Peacefulness and presence. I greatly aspire to having a very boring 2023. Other than death and divorce, I’ve done about as much change as one can do in the past 15 or so months. And I’m tired. 🙂 And I’m ready to just be in a moment and enjoy it for what it is. Accept peace. Accept the now because I’m fully immersed in it–learn to let it be what it is.
I don’t aspire for perfection or poignant purpose. Just to be a part of the process of tuning into myself and the world around me more often than I usually have.
I took a walk to my beach yesterday (they’re rather zippy with bridge access repairs as it turns out). I walked up the beach with headphones in and listened to critical role. I walked back down the beach with my headphones out and listened to the wind, breaking waves and the occasional bird. And it was just right.
I want to say that I’m not about goals or a “word” for the year. And, generally, I’m not. I have literally no idea what is in store for me next year – and I’m feeling a lot more passive about that after such a purpose driven 2022. I don’t want to wear a word like a burden or a pending failure to meet. I don’t want to call something a goal and miss out on anything that might come my way that’s good for me to experience because it doesn’t further my goal. But I’m pretty terrible at not working toward something. To that end, I’ve made a little list of things I want to try or meander around. Some of them are as broad as “explore” where I plan to tourist in my own backyard as it were. One was piano – online classes. I’ve dragged an 88 key electric piano around with me for over 15 years with a “I’ll learn to play better” and never have. So, I’m doing an online class and if by the holidays of 2023, I’m not regularly playing, I’m giving it away. Which is a total win-win in my world. I’m going to be patient in my integration into new england living and my little town.
I’m going to write more both with more ,and less, purpose. Jot down some poetry when it suits me without concern for where or whether I’ll share it. Gather my thoughts around a more lengthy effort. I’m not sure what that is going to look like yet, but I’m stopping avoiding things that I know might prick a little but that will be so cathartic in the end.

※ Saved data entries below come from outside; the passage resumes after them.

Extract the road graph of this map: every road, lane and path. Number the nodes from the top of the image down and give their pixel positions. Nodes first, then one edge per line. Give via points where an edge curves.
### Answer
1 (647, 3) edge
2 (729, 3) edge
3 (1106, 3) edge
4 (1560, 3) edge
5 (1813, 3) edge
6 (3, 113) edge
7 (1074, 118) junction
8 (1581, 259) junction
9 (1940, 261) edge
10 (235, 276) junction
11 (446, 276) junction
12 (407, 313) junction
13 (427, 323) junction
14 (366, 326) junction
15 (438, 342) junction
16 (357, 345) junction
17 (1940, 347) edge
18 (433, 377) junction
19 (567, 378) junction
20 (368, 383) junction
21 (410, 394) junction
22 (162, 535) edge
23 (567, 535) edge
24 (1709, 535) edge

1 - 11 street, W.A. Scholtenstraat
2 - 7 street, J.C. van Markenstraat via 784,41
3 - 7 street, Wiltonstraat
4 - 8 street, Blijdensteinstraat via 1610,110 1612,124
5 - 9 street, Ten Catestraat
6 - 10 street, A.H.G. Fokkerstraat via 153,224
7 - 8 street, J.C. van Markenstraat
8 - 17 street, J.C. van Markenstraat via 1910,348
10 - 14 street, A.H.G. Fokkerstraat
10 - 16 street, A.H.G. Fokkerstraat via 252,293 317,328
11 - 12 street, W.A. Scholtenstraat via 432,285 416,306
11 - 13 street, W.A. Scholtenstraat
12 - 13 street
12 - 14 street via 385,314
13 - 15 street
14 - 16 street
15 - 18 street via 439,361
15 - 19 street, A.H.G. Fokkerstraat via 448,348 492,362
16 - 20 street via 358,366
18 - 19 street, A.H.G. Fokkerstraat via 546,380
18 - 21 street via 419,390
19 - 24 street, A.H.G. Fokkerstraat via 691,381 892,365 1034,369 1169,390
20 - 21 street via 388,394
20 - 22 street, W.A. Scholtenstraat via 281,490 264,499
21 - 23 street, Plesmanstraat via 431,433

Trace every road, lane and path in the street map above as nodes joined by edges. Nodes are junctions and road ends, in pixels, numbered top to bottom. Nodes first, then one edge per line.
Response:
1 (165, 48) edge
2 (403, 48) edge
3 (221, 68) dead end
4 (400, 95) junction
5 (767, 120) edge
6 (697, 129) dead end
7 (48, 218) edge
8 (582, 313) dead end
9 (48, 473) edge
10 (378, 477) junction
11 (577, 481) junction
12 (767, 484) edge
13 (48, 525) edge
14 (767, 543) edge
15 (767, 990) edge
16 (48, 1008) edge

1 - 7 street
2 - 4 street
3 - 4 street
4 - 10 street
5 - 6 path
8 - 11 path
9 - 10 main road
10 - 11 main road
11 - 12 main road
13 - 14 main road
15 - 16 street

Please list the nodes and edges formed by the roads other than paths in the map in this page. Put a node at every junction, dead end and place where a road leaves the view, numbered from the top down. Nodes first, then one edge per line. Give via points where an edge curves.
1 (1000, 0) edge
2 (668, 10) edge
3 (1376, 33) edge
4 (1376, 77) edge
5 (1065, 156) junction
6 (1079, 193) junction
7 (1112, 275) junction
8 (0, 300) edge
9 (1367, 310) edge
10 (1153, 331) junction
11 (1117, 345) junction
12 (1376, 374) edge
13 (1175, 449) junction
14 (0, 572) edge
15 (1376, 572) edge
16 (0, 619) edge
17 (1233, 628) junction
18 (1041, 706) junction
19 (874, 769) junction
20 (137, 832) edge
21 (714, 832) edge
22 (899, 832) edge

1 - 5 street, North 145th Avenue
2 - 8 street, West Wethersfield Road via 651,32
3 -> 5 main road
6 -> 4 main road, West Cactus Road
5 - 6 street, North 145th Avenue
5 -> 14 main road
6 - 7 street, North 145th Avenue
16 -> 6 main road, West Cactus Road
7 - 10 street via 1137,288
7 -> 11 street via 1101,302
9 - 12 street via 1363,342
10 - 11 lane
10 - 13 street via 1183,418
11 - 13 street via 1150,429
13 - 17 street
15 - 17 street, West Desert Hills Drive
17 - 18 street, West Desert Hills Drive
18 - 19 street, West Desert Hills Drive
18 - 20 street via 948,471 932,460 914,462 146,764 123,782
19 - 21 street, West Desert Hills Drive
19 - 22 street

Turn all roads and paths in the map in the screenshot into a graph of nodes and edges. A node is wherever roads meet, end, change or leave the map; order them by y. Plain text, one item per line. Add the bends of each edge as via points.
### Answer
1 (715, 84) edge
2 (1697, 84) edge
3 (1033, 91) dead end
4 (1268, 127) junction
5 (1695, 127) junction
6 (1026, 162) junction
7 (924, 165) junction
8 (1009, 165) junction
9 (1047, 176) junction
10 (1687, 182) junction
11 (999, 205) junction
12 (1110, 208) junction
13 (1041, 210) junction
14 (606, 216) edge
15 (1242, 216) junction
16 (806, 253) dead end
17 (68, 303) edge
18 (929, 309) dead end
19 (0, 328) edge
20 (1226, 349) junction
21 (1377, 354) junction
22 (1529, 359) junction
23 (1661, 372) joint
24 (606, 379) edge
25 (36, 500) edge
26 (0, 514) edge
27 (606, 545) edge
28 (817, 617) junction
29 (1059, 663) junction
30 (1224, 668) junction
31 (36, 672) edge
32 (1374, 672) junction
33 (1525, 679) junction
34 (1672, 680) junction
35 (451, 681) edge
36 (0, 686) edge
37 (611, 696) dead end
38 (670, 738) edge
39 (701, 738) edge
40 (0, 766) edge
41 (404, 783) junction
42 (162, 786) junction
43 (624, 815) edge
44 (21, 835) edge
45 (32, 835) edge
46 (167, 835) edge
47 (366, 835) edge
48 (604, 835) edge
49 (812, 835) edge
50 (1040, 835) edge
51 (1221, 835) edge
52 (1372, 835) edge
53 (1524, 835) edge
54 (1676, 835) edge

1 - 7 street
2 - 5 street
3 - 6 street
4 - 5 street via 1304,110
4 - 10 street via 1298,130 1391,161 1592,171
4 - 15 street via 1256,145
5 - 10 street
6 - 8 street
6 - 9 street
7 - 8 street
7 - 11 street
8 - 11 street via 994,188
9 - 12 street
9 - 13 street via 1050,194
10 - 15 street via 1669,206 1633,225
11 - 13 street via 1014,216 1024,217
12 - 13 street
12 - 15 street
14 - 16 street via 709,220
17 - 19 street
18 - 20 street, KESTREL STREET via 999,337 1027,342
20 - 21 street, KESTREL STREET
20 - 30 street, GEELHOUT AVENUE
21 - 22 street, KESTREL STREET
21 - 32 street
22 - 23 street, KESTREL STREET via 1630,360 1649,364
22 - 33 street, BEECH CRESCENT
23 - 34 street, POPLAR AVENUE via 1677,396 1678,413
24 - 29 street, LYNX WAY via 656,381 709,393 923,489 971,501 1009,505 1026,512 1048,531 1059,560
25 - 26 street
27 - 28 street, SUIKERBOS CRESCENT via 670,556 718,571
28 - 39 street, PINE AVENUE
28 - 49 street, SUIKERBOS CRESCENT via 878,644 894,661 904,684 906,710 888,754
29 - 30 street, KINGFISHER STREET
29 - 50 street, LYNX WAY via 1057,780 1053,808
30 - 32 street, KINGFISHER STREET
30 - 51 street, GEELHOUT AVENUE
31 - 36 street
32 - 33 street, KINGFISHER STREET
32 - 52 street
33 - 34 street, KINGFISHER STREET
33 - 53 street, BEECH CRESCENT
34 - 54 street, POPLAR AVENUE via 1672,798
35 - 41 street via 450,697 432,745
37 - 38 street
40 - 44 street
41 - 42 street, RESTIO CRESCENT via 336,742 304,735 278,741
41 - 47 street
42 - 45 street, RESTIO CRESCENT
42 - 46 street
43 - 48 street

I also want to try my feet at walking more 🙂 To be a “walker” – not the ghostly kind. But the kind who knows the paths to the light houses and little beaches around my island. See earlier, “explore”.
All of those things seem like they’ll gently cajole me into being much more present. And through that I hope to experience a profound peacefulness. And acceptance of the experience, for whatever it is. An understanding and acceptance that I can’t actually impose my will on life and expect it to be just what I want. But to take things that are and accept the things from it that are useful to me and endeavor to leave the rest behind.